Giorni fa in una città della Grecia centrale, una signora ha ricevuto una prescrizione medica su uno Scottex anziché su carta intestata della mutua (che si chiama Ika). Un altro piccolo grande segno, inquietante come il silenzio sui suicidi da crisi, nella Grecia del 2016: sarebbe dovuto essere l’anno della rinascita nei desiderata della Troika e nei conti di Berlino, invece potrebbe essere ricordato come l’anno della ricaduta.
Schengen, governo ed economia sono le tre spine della Grecia di Tsipras. Fare di Atene il lazzaretto d’Europa non solo significa dissolvere il concetto stesso di unione, ma dare il colpo di grazia ad un Paese che non è ancora uscito da quella crisi economica che in questi mesi potrebbe anche ripresentarsi. Bruxelles è come quella bambina viziata che scarica sulla compagna più debole un problema che invece è strutturale e investe tutti. Ancora una volta la stampa tedesca attacca Atene e chiede più controlli e compiti a casa. Ma a Berlino lo sanno in che condizioni versa la Grecia? Lo sanno che si preparano altri tagli a stipendi e pensioni? Lo sanno che nel solo mese di gennaio a Lesbo sono sbarcati in 40mila? Ha ragione il commissario agli Esteri Federica Mogherini quando richiama all’ordine sui rischi da un’interruzione di Schengen. Ma a questo punto l’Ue faccia mea culpa sul ricatto fatto dalla Turchia al vecchio continente, che è fruttato a Erdogan tre miliardi di euro. E, per una volta, reciti davvero il ruolo di madre dei 28 Stati membri, lasciando nel cassetto quelle accuse e quei veti che invece Berlino usa sempre più come una clava.

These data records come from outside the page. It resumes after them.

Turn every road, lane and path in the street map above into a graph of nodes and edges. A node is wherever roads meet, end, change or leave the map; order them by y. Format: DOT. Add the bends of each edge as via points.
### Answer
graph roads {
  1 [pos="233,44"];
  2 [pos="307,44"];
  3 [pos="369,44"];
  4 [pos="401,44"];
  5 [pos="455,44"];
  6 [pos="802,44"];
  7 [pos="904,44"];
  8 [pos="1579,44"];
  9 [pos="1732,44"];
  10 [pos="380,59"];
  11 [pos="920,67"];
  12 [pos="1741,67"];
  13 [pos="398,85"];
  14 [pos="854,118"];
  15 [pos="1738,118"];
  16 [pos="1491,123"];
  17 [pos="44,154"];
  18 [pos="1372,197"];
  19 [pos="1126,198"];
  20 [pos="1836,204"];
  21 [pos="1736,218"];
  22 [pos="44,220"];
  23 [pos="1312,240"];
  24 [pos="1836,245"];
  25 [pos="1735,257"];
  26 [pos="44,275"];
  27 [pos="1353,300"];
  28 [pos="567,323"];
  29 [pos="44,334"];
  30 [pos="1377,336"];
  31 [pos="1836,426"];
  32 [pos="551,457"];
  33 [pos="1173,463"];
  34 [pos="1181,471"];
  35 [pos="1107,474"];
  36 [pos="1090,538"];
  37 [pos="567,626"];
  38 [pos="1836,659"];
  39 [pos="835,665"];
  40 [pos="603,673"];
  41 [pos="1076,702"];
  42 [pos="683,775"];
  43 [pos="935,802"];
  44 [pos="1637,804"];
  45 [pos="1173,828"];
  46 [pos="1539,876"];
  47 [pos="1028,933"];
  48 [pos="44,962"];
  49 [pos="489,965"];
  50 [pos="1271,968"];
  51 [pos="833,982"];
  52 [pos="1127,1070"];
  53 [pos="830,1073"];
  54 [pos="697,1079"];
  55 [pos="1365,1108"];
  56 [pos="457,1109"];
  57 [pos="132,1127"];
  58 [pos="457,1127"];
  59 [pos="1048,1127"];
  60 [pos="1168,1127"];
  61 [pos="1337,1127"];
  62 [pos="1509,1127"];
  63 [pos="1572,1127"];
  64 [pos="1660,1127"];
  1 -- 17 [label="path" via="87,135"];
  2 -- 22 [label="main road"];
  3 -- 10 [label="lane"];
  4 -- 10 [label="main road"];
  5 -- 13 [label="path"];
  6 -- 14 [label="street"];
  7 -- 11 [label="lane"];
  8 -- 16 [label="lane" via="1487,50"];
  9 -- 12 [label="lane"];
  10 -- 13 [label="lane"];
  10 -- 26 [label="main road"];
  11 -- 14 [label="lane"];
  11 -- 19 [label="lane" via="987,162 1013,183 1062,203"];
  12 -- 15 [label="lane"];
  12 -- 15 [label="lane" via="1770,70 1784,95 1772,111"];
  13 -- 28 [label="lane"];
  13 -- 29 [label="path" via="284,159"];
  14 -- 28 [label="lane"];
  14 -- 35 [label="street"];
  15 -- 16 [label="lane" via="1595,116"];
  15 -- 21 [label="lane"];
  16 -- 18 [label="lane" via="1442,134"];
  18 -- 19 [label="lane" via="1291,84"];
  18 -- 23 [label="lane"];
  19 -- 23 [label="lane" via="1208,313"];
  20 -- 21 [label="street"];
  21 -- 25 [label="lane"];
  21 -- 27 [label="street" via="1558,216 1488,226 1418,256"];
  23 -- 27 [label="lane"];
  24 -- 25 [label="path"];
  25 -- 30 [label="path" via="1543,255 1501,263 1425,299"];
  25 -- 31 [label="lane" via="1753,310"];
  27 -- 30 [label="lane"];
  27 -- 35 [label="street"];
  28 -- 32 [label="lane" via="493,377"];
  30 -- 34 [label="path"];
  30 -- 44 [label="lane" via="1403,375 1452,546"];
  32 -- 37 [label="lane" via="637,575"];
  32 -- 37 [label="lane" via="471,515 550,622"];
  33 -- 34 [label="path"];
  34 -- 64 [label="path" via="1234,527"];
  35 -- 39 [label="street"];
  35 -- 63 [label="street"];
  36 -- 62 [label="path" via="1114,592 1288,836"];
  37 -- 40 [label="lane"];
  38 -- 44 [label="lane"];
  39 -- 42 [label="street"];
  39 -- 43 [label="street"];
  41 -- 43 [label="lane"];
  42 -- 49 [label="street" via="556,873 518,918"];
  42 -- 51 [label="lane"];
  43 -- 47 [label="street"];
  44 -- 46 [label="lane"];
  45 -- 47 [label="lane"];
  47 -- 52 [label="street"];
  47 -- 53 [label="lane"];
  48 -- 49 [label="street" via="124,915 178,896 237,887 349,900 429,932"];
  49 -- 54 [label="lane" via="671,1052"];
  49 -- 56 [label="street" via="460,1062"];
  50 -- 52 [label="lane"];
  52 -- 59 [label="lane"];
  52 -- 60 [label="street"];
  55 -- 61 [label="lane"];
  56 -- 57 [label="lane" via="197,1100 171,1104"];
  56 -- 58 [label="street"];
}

Certo, sarà solo un caso che quando in Grecia si comincia a fare sul serio sulla Lista Lagarde, tra udienze, interrogatori e triangolazioni seguendo “il denaro” (così come prescriveva il giudice Giovanni Falcone) tornino con insistenza nel Paese le voci di una crisi di governo, con numeri insufficienti a Tsipras per andare avanti e far passare il ddl sulle riforme. La maggioranza syrizea rischia di perdere i tre voti che ha in più del minimo in occasione del voto: alcuni deputati non se la sentirebbero di avallare altri tagli a agricoltori, pensionati e dipendenti pubblici. Per cui pare che il premier nelle ultime ore abbia allacciato contatti con il numero uno del Pasok, Fofi Gennimata, per far entrare i socialisti nel governo. In quel caso però lascerebbero il partito gli ex ministri Venizelos e Loverdos, tentati dai ragionamenti del neo segretario di Nd, Mitsotakis che punta ad un agglomerato liberal-conservatore. E soprattutto completamente contrari a fare da stampella a Tsipras. La prospettiva di Tsipras al momento è di un esecutivo di larghe intese con tutti dentro, compresi i centristi di Leventis per far passare le riforme in Aula (compresa la nuova legge sulla rassegnazione delle frequenze tv) e arrivare dopo l’estate a nuove urne.
Ma il nodo vero che si ingarbuglia sempre di più è relativo alla valutazione trimestrale che dovrà fare la Troika: non solo sullo stato delle riforme, ma sul raggiungimento dei parametri minimi per “stare” nel memorandum. Lo scorso anno il Paese ha avuto mancate entrate fiscali pari a circa 12 miliardi, mentre per ovviare all’evasione da quest’anno i commercianti e i liberi professionisti pagheranno anche una tassa sui profitti futuri. I ricchi incrementano il proprio patrimonio mentre la classe media scompare lentamente. Intanto lo Stato ha tagliato i contributi (previsti per legge) agli agricoltori, che stanno bloccando le autostrade in tutta la Grecia (isole comprese) con 20mila trattori. Il 4 febbraio ci sarà uno sciopero generale con in piazza tutte le categorie produttive, anche avvocati e architetti alla canna del gas. Altro che pax europea: ad Atene è tornato l’incubo instabilità.